## Recorded information
────────────────

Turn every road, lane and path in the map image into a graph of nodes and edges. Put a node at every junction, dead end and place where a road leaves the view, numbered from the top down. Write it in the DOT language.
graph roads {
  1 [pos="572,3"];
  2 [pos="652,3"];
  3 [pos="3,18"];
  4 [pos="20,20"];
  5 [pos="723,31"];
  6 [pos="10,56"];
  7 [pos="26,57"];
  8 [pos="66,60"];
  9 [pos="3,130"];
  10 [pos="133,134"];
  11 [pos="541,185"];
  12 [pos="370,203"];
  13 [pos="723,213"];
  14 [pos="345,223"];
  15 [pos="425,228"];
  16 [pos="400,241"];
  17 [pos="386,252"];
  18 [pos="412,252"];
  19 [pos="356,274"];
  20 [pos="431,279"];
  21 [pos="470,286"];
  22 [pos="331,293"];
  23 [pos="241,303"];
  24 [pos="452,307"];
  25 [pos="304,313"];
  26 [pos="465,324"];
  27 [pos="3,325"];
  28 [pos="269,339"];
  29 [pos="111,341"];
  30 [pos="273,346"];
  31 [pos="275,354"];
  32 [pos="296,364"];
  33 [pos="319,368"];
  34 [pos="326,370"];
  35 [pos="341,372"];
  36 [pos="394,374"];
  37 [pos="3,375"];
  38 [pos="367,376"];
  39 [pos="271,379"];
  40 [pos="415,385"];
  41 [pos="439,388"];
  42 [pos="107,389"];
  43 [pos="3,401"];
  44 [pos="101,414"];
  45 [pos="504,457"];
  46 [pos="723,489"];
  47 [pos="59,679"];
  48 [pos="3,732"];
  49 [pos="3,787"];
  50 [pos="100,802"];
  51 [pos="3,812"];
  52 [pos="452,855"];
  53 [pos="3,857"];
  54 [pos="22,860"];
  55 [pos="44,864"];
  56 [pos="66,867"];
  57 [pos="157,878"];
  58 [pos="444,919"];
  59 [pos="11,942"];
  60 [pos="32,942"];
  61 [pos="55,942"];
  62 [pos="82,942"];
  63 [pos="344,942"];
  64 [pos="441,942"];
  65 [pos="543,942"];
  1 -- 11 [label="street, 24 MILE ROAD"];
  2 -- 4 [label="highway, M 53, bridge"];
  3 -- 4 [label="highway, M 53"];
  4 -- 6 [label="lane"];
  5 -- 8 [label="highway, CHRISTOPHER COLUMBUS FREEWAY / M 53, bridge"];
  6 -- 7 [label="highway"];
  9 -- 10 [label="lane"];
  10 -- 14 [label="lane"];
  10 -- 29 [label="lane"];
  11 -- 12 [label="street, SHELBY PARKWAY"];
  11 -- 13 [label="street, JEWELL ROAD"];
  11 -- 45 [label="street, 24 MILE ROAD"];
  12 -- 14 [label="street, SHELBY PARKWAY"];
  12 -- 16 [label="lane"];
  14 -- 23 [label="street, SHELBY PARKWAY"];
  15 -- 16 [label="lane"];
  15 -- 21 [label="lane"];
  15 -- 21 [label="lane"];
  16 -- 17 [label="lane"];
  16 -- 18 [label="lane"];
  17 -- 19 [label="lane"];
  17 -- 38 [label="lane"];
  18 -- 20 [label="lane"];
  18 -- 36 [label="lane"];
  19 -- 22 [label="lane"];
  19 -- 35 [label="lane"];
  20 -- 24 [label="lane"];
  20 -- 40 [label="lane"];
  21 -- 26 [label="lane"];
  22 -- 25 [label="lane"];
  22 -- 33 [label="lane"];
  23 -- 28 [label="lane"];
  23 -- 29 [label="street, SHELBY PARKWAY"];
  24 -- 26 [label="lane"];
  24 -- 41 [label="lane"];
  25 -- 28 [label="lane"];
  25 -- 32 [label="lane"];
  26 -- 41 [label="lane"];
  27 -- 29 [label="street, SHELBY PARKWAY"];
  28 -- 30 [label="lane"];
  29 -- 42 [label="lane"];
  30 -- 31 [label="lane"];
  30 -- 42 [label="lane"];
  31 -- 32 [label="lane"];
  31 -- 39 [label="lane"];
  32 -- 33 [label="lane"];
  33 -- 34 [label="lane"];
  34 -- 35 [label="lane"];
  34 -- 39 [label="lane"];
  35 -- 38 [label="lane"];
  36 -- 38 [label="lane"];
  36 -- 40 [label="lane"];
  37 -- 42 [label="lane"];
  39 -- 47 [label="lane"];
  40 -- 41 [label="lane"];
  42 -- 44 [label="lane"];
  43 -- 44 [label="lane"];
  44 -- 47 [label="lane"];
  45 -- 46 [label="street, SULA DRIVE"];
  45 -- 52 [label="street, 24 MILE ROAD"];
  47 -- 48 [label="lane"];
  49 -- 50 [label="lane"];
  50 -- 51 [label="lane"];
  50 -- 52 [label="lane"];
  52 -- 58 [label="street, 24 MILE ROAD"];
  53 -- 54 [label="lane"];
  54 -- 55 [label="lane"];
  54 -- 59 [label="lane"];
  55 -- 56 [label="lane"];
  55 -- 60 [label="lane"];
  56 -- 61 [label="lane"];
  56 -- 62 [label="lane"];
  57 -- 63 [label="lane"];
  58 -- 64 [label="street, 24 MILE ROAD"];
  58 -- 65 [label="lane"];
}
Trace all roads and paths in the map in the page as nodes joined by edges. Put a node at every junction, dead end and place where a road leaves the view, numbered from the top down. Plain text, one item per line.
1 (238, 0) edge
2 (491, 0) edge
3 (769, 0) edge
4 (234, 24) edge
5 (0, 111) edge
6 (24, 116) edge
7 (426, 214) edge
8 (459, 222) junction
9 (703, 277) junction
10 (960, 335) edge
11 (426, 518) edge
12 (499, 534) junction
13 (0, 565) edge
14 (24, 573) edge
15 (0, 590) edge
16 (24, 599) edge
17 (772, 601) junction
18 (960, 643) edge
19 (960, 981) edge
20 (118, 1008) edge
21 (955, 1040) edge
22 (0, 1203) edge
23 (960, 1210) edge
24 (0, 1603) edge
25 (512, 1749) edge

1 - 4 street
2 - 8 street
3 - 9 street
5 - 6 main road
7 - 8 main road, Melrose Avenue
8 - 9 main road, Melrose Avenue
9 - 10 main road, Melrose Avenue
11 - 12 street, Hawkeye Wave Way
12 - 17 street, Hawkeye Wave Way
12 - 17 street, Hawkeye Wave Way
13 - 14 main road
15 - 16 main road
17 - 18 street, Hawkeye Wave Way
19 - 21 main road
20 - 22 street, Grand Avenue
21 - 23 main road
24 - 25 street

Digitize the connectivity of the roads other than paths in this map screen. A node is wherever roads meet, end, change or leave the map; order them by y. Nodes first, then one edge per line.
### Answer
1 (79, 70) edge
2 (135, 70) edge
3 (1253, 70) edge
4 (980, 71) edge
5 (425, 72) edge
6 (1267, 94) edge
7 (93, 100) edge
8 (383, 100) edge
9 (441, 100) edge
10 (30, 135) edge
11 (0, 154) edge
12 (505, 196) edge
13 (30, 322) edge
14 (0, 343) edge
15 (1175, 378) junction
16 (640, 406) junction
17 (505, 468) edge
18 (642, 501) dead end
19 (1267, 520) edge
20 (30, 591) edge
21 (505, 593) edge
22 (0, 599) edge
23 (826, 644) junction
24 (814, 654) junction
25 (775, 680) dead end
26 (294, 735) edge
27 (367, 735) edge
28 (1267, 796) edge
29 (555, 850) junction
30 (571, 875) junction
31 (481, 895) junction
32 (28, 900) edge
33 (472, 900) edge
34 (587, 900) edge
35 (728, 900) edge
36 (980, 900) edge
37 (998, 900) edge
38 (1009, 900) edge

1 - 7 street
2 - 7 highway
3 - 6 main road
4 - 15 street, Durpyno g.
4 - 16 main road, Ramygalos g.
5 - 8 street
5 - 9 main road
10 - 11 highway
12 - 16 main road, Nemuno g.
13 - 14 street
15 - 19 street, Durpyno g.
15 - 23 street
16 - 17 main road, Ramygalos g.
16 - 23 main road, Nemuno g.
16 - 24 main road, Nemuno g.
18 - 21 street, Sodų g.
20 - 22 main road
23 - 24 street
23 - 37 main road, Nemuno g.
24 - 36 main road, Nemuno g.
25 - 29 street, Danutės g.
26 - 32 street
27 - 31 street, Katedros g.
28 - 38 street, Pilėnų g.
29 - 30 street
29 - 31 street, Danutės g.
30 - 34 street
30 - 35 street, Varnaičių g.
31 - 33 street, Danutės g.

────────────────

## Exercise details
Transcribe each line of the data above, unaltered, from the one where "Trace all roads" appears to the one where "Digitize the connectivity" appears, inclusive of both.

## Solution for this problem
Trace all roads and paths in the map in the page as nodes joined by edges. Put a node at every junction, dead end and place where a road leaves the view, numbered from the top down. Plain text, one item per line.
1 (238, 0) edge
2 (491, 0) edge
3 (769, 0) edge
4 (234, 24) edge
5 (0, 111) edge
6 (24, 116) edge
7 (426, 214) edge
8 (459, 222) junction
9 (703, 277) junction
10 (960, 335) edge
11 (426, 518) edge
12 (499, 534) junction
13 (0, 565) edge
14 (24, 573) edge
15 (0, 590) edge
16 (24, 599) edge
17 (772, 601) junction
18 (960, 643) edge
19 (960, 981) edge
20 (118, 1008) edge
21 (955, 1040) edge
22 (0, 1203) edge
23 (960, 1210) edge
24 (0, 1603) edge
25 (512, 1749) edge

1 - 4 street
2 - 8 street
3 - 9 street
5 - 6 main road
7 - 8 main road, Melrose Avenue
8 - 9 main road, Melrose Avenue
9 - 10 main road, Melrose Avenue
11 - 12 street, Hawkeye Wave Way
12 - 17 street, Hawkeye Wave Way
12 - 17 street, Hawkeye Wave Way
13 - 14 main road
15 - 16 main road
17 - 18 street, Hawkeye Wave Way
19 - 21 main road
20 - 22 street, Grand Avenue
21 - 23 main road
24 - 25 street

Digitize the connectivity of the roads other than paths in this map screen. A node is wherever roads meet, end, change or leave the map; order them by y. Nodes first, then one edge per line.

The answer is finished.